Now if we expand such a product:
$(x - a_1)(x - a_2) = x^2 - (a_1 + a_2)x + a_1a_2$
$(x - a_1)(x - a_2)(x - a_3) = x^3 - (a_1 + a_2 + a_3)x^2 + (a_1a_2 + a_1a_3 + a_2a_3)x - a_1a_2a_3$
And so on. The pattern should be clear.
This means that finding the roots of a polynomial is in fact equivalent to solving systems like the following:
For a quadratic polynomial $x^2 - px + q$, find $a_1,a_2$, such that
$p = a_1 + a_2$
$q = a_1a_2$
For a cubic polynomial $x^3 - px^2 + qx - r$, find $a_1,a_2,a_3$, such that
$p = a_1 + a_2 + a_3$
$q = a_1a_2 + a_1a_3 + a_2a_3$
$r = a_1 a_2 a_3$
And similarly for higher degree polynomials.
Not surprisingly, the amount of "unfolding" that needs to be done to solve the quadratic system is much less than the amount of "unfolding" needed for the cubic system.
The reason why polynomials of degree 5 or higher are not solvable by radicals, can be thought of as: The structure (symmetries) of the system for such a polynomial just doesn't match any of the structures that can be obtained by combining the structures of the elementary operations (adding subtracting, multiplication, division, and taking roots).
Galois Theory assigns, to each polynomial, a mathematical structure called a group. A polynomial is solvable in radicals (that is, you can write down its roots in terms of its coefficients, the 4 arithmetical operations, and square roots, cube roots, etc.) if and only if the corresponding group is a "solvable" group. The definition of solvable group won't mean much to you if you haven't done a course in group theory; there should be a sequence of groups, starting with the trivial group and ending with the group corresponding to the polynomial, such that each group in the sequence is a "normal" subgroup of the next group, and the "quotient" of each group by the previous group is "commutative".
What's more, if the group corresponding to the polynomial is solvable, then this sequence of in-between groups, together with the quotient groups, can be used to construct the formula for the roots of the polynomial.

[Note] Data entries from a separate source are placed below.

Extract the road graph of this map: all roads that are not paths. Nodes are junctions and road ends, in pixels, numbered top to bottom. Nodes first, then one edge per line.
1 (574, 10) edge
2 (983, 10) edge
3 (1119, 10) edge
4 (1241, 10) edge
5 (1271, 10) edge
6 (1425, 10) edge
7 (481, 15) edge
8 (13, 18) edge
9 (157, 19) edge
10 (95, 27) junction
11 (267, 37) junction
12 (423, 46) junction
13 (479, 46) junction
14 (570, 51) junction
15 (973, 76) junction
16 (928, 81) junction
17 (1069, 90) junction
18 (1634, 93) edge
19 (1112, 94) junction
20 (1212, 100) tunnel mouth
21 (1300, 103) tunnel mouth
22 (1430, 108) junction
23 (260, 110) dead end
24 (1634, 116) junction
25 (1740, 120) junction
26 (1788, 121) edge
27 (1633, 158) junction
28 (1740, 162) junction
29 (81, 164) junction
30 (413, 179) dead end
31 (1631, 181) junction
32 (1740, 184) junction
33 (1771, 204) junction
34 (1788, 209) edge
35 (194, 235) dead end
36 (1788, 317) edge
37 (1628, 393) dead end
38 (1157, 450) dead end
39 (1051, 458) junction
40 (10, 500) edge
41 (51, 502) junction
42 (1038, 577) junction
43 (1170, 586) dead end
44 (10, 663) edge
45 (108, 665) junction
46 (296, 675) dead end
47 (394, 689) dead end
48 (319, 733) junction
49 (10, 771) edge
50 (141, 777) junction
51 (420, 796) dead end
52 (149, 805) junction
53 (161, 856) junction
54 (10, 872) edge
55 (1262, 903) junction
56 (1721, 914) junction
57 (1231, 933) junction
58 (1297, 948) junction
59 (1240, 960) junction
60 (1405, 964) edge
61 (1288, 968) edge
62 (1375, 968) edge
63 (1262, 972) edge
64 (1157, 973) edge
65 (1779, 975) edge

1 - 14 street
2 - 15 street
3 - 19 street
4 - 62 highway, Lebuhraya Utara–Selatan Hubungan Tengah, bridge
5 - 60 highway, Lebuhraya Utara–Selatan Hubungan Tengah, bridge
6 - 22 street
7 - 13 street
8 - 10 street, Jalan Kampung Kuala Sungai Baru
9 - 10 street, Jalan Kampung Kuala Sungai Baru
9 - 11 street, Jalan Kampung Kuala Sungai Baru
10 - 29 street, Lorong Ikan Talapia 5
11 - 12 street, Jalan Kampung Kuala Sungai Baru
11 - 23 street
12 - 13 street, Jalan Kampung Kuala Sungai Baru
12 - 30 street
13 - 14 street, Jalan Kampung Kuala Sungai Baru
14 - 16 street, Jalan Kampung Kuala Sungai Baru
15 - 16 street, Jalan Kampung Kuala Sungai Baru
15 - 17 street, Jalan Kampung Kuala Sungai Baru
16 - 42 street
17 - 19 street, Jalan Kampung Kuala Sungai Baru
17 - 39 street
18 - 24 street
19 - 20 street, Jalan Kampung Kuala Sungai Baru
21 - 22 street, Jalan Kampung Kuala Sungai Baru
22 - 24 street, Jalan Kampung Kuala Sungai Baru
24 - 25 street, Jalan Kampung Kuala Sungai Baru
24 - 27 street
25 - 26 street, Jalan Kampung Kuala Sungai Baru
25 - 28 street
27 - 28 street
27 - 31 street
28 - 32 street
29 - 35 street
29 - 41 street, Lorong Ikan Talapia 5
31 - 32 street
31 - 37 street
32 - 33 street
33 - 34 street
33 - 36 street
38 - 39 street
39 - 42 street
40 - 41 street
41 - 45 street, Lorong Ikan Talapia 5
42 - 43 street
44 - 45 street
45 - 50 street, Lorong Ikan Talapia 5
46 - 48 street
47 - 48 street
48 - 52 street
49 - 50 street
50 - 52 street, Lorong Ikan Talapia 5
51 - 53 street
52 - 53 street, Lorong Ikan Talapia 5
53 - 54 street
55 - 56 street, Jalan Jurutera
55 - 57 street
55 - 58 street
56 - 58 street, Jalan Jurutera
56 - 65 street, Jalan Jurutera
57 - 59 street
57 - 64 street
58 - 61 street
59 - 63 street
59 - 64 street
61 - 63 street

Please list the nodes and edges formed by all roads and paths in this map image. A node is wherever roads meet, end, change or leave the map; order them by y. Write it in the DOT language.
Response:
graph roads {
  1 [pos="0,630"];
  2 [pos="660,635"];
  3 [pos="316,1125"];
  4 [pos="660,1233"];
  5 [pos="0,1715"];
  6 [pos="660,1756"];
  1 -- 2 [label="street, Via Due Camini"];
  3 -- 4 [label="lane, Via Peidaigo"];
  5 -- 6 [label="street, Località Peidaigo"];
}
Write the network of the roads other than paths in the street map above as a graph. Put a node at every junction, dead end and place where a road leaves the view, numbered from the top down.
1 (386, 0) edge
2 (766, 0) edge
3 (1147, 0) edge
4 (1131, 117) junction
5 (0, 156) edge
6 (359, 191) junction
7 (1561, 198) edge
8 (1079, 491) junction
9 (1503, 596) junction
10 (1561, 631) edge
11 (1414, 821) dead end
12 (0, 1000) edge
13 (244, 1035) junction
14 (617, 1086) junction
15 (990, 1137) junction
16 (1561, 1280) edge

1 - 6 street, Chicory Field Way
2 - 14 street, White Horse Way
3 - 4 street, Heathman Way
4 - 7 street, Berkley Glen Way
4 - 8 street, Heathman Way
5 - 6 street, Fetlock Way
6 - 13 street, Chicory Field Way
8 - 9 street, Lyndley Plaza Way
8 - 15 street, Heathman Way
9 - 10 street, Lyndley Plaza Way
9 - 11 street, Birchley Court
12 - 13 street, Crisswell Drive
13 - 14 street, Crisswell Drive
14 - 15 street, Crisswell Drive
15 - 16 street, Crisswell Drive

To expand this into something you could actually use to determine whether a polynomial is solvable in radicals, and to solve it if it is, takes a semester of advanced undergraduate level mathematics. Get yourself a good text on Galois Theory (assuming you have already done courses on Linear Algebra and an introductory Abstract Algebra course - if not, you'll have to study those first), read it, and enjoy.
Best Answer
If $p(x)=x^5+Ax^4+Bx^3+Cx^2+Dx+E$ has root $a$, then
$$p(x)=(x-a)(x^4+A'x^3+B'x^2+C'x+D')$$
where
$$\begin{align} A&=A'-a\\ B&=B'-aA'\\ C&=C'-aB'\\ D&=D'-aC'\\ E&=-aD' \end{align}$$
We can easily unwind the first two equations to
$$\begin{align} A'&=A+a\\ B'&=B+aA'=B+aA+a^2 \end{align}$$
and the last two (provided $a\not=0$) to
$$\begin{align} D'&=-E/a\\ C'&=(D'-D)/a=-(E/a^2+D/a) \end{align}$$
Alternatively you could keep going in the "forward" direction with
$$\begin{align} C'&=C+aB'=C+aB+a^2A+a^3\\ D'&=D+aC'=D+aC+a^2B+a^3A+a^4 \end{align}$$
Either way, if you have a (good) numerical approximation to $a$, you can compute (approximately) the coefficients $A'$, $B'$, $C'$, and $D'$ of a quartic and then apply your favorite root-finding algorithm to that polynomial. If you succeed in getting a second root, you can repeat the basic idea outlined here, to factor that root out of the quartic leaving a cubic, etc. (Once you get things down to a quadratic, the quadratic formula will finish things off.)
Note, however, that a quintic may have only one real root, so some caution is called for if you're trying to make this mindless and mechanical; in particular, Newton-Raphson is not going to help with a quartic that has no real roots.